## Records
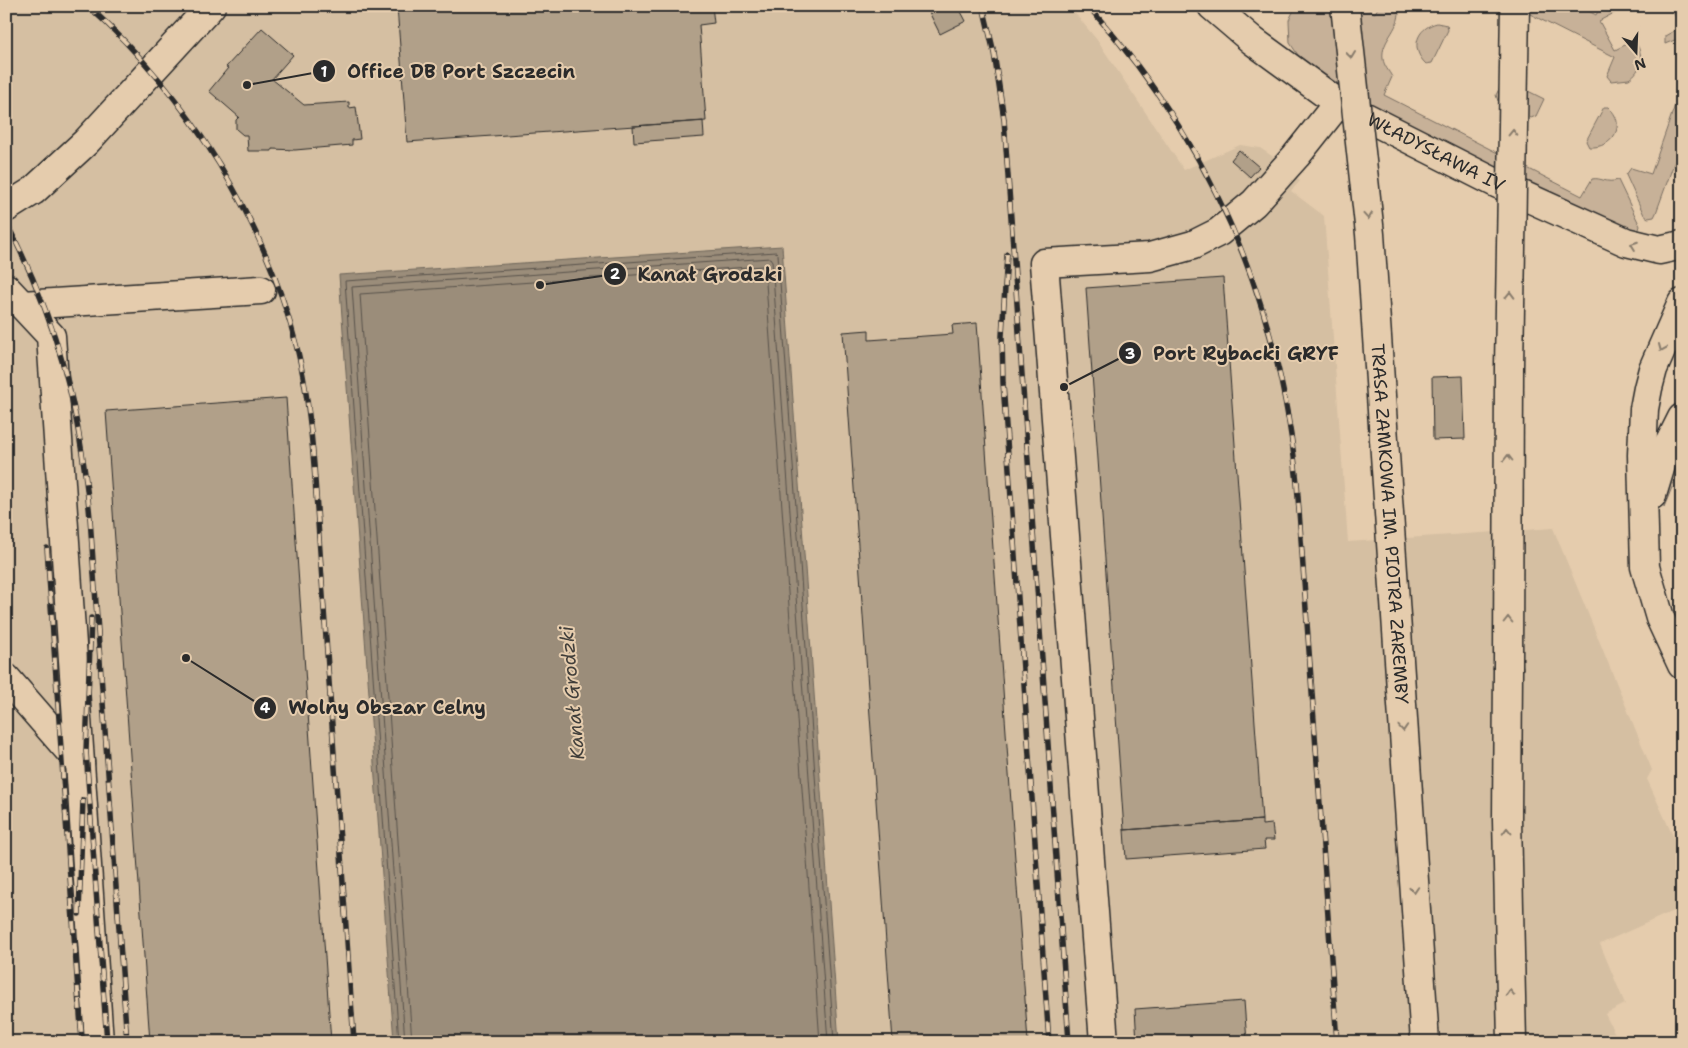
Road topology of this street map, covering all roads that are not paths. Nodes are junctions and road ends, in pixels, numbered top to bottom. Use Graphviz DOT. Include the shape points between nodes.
graph roads {
  1 [pos="211,6"];
  2 [pos="1212,6"];
  3 [pos="1345,6"];
  4 [pos="1515,6"];
  5 [pos="1338,103"];
  6 [pos="6,208"];
  7 [pos="1682,245"];
  8 [pos="261,290"];
  9 [pos="14,297"];
  10 [pos="1682,303"];
  11 [pos="1682,418"];
  12 [pos="1644,544"];
  13 [pos="1682,665"];
  14 [pos="6,678"];
  15 [pos="80,763"];
  16 [pos="99,1042"];
  17 [pos="1104,1042"];
  18 [pos="1425,1042"];
  19 [pos="1512,1042"];
  1 -- 6 [label="main road" via="86,142 33,191"];
  2 -- 5 [label="main road, WŁADYSŁAWA IV" via="1253,41"];
  3 -- 18 [label="main road, TRASA ZAMKOWA IM. PIOTRA ZAREMBY, one-way, bridge" via="1370,234"];
  19 -- 4 [label="main road, one-way, bridge" via="1507,819"];
  7 -- 5 [label="main road, WŁADYSŁAWA IV, one-way" via="1659,250 1626,242 1498,184"];
  5 -- 17 [label="main road" via="1254,203 1219,232 1193,245 1150,257 1044,263"];
  8 -- 9 [label="main road"];
  9 -- 15 [label="main road" via="51,336"];
  10 -- 12 [label="main road, one-way" via="1653,369 1646,400 1642,455"];
  11 -- 12 [label="main road" via="1659,468"];
  12 -- 13 [label="main road" via="1656,606"];
  14 -- 15 [label="main road"];
  15 -- 16 [label="main road"];
}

## Work to complete
An exact copy of every entry above is needed, with the pictures left out.

## The completed task
Road topology of this street map, covering all roads that are not paths. Nodes are junctions and road ends, in pixels, numbered top to bottom. Use Graphviz DOT. Include the shape points between nodes.
graph roads {
  1 [pos="211,6"];
  2 [pos="1212,6"];
  3 [pos="1345,6"];
  4 [pos="1515,6"];
  5 [pos="1338,103"];
  6 [pos="6,208"];
  7 [pos="1682,245"];
  8 [pos="261,290"];
  9 [pos="14,297"];
  10 [pos="1682,303"];
  11 [pos="1682,418"];
  12 [pos="1644,544"];
  13 [pos="1682,665"];
  14 [pos="6,678"];
  15 [pos="80,763"];
  16 [pos="99,1042"];
  17 [pos="1104,1042"];
  18 [pos="1425,1042"];
  19 [pos="1512,1042"];
  1 -- 6 [label="main road" via="86,142 33,191"];
  2 -- 5 [label="main road, WŁADYSŁAWA IV" via="1253,41"];
  3 -- 18 [label="main road, TRASA ZAMKOWA IM. PIOTRA ZAREMBY, one-way, bridge" via="1370,234"];
  19 -- 4 [label="main road, one-way, bridge" via="1507,819"];
  7 -- 5 [label="main road, WŁADYSŁAWA IV, one-way" via="1659,250 1626,242 1498,184"];
  5 -- 17 [label="main road" via="1254,203 1219,232 1193,245 1150,257 1044,263"];
  8 -- 9 [label="main road"];
  9 -- 15 [label="main road" via="51,336"];
  10 -- 12 [label="main road, one-way" via="1653,369 1646,400 1642,455"];
  11 -- 12 [label="main road" via="1659,468"];
  12 -- 13 [label="main road" via="1656,606"];
  14 -- 15 [label="main road"];
  15 -- 16 [label="main road"];
}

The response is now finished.